Ambulance records kept at the EMC center logged the key milestones during the transport to hospital. Timings and positioning for the ambulances were GPS tracked and synchronized with the EMC center. The dialogues between the callers and EMC service nurse were digitally voice recorded in real time. The voice recordings were audited independently by 2 experienced dispatch nurses of different sex who were blinded to all subsequent information about the enrolled patients. The milestones in the EMC center handling were stopwatch measured with seconds' accuracy by the auditing nurses. All other time intervals are recorded with minutes' accuracy. The following milestones were recorded: the time he/she called 113, the time the dispatcher actually and ideally could have initiated ambulance service (that was when a trigger word were first mentioned in the dialogue), the time the ambulance arrived at the scene and at the hospital with the patients, and the time TIMI 2 to 3 flow in the infarction-related artery was established. Based on these milestones, the following intervals in relation to system and nonsystems delays were calculated: patients delay (from the patient's recall of symptom debut to calling 113), dispatch time (from calling to ambulance sent out), response delay (from call to ambulance arrival at the scene), call-for-help-to-door time (from calling 113 to arriving at the hospital), door-to-balloon time (from arriving at the hospital to revascularization was achieved), and total ischemic time (from symptom debut to balloon). To measure the performance of the integrated EMC service and STEMI care system, the interval from call-to-balloon time was calculated (E2B). The number of questions-answers (dialogue passages) and the length of the call were counted until an ambulance priority was set and entered into the ambulance record log.

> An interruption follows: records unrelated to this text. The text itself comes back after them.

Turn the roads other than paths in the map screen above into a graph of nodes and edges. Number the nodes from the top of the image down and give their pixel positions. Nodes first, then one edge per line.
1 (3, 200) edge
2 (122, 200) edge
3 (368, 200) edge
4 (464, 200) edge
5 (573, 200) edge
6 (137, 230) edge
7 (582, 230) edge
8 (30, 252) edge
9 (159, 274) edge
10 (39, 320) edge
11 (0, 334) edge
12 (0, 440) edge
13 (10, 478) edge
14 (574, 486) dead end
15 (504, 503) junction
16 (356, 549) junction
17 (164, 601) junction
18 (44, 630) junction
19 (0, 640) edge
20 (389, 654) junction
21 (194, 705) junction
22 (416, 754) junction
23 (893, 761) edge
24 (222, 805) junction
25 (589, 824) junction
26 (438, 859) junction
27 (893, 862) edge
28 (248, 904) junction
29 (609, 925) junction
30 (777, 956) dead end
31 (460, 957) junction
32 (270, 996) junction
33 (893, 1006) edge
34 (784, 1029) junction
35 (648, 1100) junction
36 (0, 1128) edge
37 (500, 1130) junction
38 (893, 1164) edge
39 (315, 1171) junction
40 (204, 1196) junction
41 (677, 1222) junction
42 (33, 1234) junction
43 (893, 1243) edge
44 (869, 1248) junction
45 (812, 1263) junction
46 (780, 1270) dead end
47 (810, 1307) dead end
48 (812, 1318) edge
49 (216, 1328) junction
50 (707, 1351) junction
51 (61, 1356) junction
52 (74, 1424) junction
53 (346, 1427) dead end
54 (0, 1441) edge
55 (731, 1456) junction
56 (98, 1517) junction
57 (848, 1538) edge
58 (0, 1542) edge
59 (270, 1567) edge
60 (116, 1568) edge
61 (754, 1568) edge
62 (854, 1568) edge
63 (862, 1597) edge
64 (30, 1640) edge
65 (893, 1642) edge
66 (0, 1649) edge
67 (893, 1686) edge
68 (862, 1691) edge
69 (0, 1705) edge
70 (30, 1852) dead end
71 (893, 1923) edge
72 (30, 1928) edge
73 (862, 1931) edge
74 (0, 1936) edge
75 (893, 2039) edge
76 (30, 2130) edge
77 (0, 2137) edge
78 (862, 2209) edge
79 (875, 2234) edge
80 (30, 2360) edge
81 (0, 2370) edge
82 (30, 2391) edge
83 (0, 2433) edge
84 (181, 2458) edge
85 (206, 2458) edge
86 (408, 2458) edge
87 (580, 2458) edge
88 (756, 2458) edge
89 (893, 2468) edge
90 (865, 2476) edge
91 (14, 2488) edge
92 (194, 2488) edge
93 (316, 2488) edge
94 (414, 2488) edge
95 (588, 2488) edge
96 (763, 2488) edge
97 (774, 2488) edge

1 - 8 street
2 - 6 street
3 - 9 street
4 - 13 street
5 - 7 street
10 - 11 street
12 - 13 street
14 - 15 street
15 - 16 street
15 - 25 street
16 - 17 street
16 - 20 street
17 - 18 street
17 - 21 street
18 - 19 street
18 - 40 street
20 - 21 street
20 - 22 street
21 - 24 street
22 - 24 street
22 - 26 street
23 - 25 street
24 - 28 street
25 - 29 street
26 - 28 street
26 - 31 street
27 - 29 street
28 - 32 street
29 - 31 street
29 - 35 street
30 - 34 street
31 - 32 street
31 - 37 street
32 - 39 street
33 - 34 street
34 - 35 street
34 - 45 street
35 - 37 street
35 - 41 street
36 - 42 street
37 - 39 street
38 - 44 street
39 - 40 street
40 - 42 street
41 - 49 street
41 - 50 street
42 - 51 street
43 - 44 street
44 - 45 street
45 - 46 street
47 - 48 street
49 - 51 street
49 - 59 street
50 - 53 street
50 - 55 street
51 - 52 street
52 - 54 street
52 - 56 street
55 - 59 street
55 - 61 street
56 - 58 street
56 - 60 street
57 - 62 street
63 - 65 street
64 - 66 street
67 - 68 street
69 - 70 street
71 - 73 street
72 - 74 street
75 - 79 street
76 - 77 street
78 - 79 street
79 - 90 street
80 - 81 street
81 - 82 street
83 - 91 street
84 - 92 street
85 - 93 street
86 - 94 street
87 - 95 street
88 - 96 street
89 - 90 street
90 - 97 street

Ethical Considerations/Consent


The study was considered an internal registry study and was approved by the Regional Ethics Committee. The study database was approved by the National Data Inspectorate.

Statistics


Categorical variables were compared with the χ test. All continuous variables were skewed and are presented as median (interquartile range [IQR]) and compared with the Mann-Whitney U test. Multivariable analyses were performed with logistic regression tests. All patient demographics, medical history data, PCI data, and EMC center decisions were complete. Of the voice recordings, 97.6% were available and interpretable. The patients' recall of symptom debut was exact in 86.5% of the cases. Symptom debut was recorded as missing if we could not find an exact time in the voice recording or in the admission medical record. The analyses were repeated including or excluding the patients presenting with cardiac arrest and with and without multiple imputation of missing values. The results were essentially the same. Possible interobserver differences in the scoring of symptoms and the dispatcher time delays analysis were evaluated with the Pearson correlation coefficient for continuous variables or nonparametric tests as appropriate. No significant differences were found. P < .05 was considered significant. The analyses were performed with SPSS version 18 (SPSS Inc., Chicago IL) and R version 2.15.2 (ggplot2 package).

No extramural funding was used to support this work. The authors are solely responsible for the design and conduct of this study; all study analyses, the drafting and editing of the manuscript, and its final contents.